Find the word "dead" in the records below. List each line containing it.

** Opening DATA UNDER STUDY block **

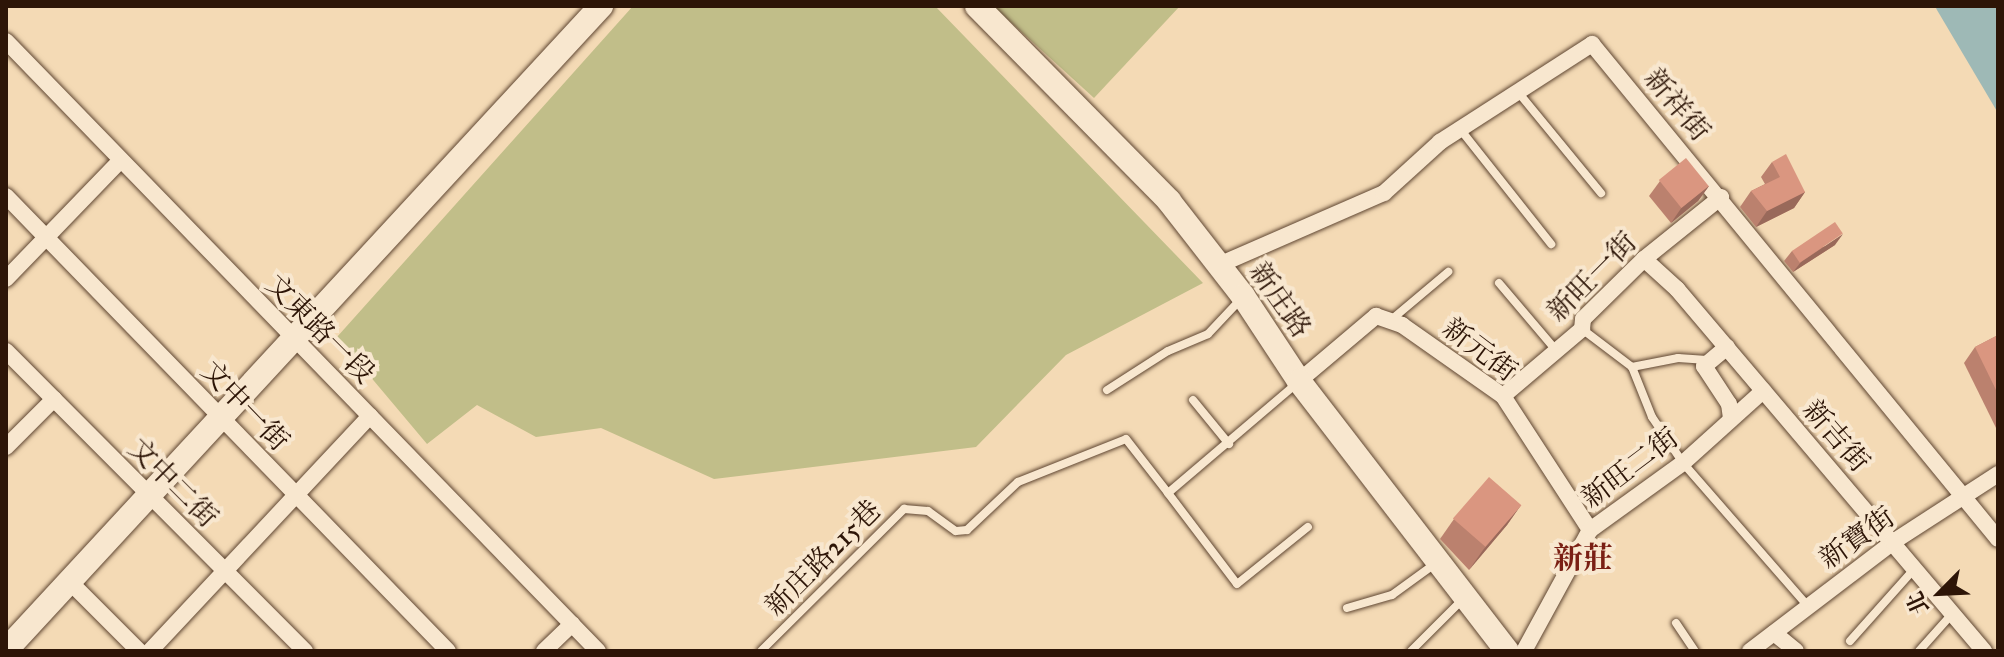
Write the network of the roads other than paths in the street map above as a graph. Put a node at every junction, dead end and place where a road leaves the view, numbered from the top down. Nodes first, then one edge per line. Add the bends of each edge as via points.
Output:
1 (601, 6) edge
2 (977, 6) edge
3 (6, 41) edge
4 (1517, 92) junction
5 (1460, 129) junction
6 (121, 160) junction
7 (1601, 193) dead end
8 (6, 196) edge
9 (1721, 197) junction
10 (46, 237) junction
11 (1551, 244) dead end
12 (1644, 259) junction
13 (1219, 265) junction
14 (1448, 272) dead end
15 (6, 279) edge
16 (1499, 283) dead end
17 (1243, 296) junction
18 (1391, 321) junction
19 (1582, 329) junction
20 (295, 343) junction
21 (1727, 347) junction
22 (1555, 349) junction
23 (6, 351) edge
24 (1708, 361) junction
25 (1632, 367) junction
26 (1299, 381) junction
27 (1107, 390) dead end
28 (1763, 391) junction
29 (1503, 396) junction
30 (54, 399) junction
31 (1193, 400) dead end
32 (370, 416) junction
33 (1731, 419) junction
34 (221, 420) junction
35 (1229, 444) junction
36 (6, 447) edge
37 (1683, 463) junction
38 (1998, 474) edge
39 (1168, 493) junction
40 (296, 495) junction
41 (149, 497) junction
42 (1967, 498) junction
43 (1308, 527) dead end
44 (1590, 530) junction
45 (1998, 539) edge
46 (1893, 542) junction
47 (1436, 563) junction
48 (1915, 568) junction
49 (225, 571) junction
50 (69, 581) junction
51 (1465, 597) junction
52 (1807, 605) junction
53 (1347, 608) dead end
54 (1952, 613) junction
55 (1676, 623) dead end
56 (572, 624) junction
57 (1774, 633) junction
58 (1850, 641) dead end
59 (6, 650) edge
60 (139, 651) edge
61 (150, 651) edge
62 (305, 651) edge
63 (448, 651) edge
64 (544, 651) edge
65 (598, 651) edge
66 (761, 651) edge
67 (1411, 651) edge
68 (1507, 651) edge
69 (1524, 651) edge
70 (1695, 651) edge
71 (1750, 651) edge
72 (1796, 651) edge
73 (1919, 651) edge
74 (1984, 651) edge

1 - 20 street
2 - 13 street, 新庄路 via 1104,129
3 - 6 street, 文東路一段
4 - 5 street, 新祥街
4 - 7 lane
4 - 9 street, 新祥街 via 1592,44
5 - 11 lane
5 - 13 street, 新祥街 via 1384,193
6 - 10 street
6 - 20 street, 文東路一段
8 - 10 street, 文中一街
9 - 12 street, 新旺一街
9 - 42 street, 新祥街
10 - 15 street
10 - 34 street, 文中一街
12 - 19 street, 新旺一街 via 1583,319
12 - 21 street, 新吉街 via 1660,269
13 - 17 street, 新庄路
14 - 18 lane
16 - 22 lane
17 - 26 street, 新庄路
17 - 27 lane via 1208,334 1168,351
18 - 26 street via 1376,316
18 - 29 street, 新元街
19 - 22 street, 新旺一街
19 - 25 lane
20 - 32 street, 文東路一段
20 - 34 street
21 - 24 street
21 - 28 street, 新吉街
22 - 29 street, 新旺一街
23 - 30 street, 文中二街
24 - 25 lane via 1678,358
24 - 33 street via 1704,366 1729,404
25 - 37 lane via 1652,417
26 - 35 lane
26 - 47 street, 新庄路
28 - 33 street, 新旺二街
28 - 46 street, 新吉街
29 - 44 street, 新元街
30 - 36 street
30 - 41 street, 文中二街
31 - 35 lane
32 - 40 street
32 - 56 street, 文東路一段
33 - 37 street, 新旺二街
34 - 40 street, 文中一街
34 - 41 street
35 - 39 lane
37 - 44 street, 新旺二街
37 - 52 lane
38 - 42 street, 新寶街
39 - 43 lane via 1237,584
39 - 66 lane, 新庄路215巷 via 1126,439 1018,482 967,530 956,531 928,511 904,509
40 - 49 street
40 - 63 street, 文中一街
41 - 49 street, 文中二街
41 - 50 street
42 - 45 street, 新祥街
42 - 46 street, 新寶街
44 - 69 street, 新旺二街
46 - 48 street, 新吉街
46 - 52 street, 新寶街
47 - 51 street, 新庄路
47 - 53 lane via 1392,595
48 - 54 street, 新吉街
48 - 58 lane
49 - 61 street
49 - 62 street, 文中二街
50 - 59 street
50 - 60 street
51 - 67 lane
51 - 68 street, 新庄路
52 - 57 street, 新寶街
54 - 73 lane
54 - 74 street, 新吉街
55 - 70 lane
56 - 64 street
56 - 65 street, 文東路一段
57 - 71 street, 新寶街
57 - 72 street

** Closing DATA UNDER STUDY block **

* _EXERCISE SOLUTION_
Write the network of the roads other than paths in the street map above as a graph. Put a node at every junction, dead end and place where a road leaves the view, numbered from the top down. Nodes first, then one edge per line. Add the bends of each edge as via points.
7 (1601, 193) dead end
11 (1551, 244) dead end
14 (1448, 272) dead end
16 (1499, 283) dead end
27 (1107, 390) dead end
31 (1193, 400) dead end
43 (1308, 527) dead end
53 (1347, 608) dead end
55 (1676, 623) dead end
58 (1850, 641) dead end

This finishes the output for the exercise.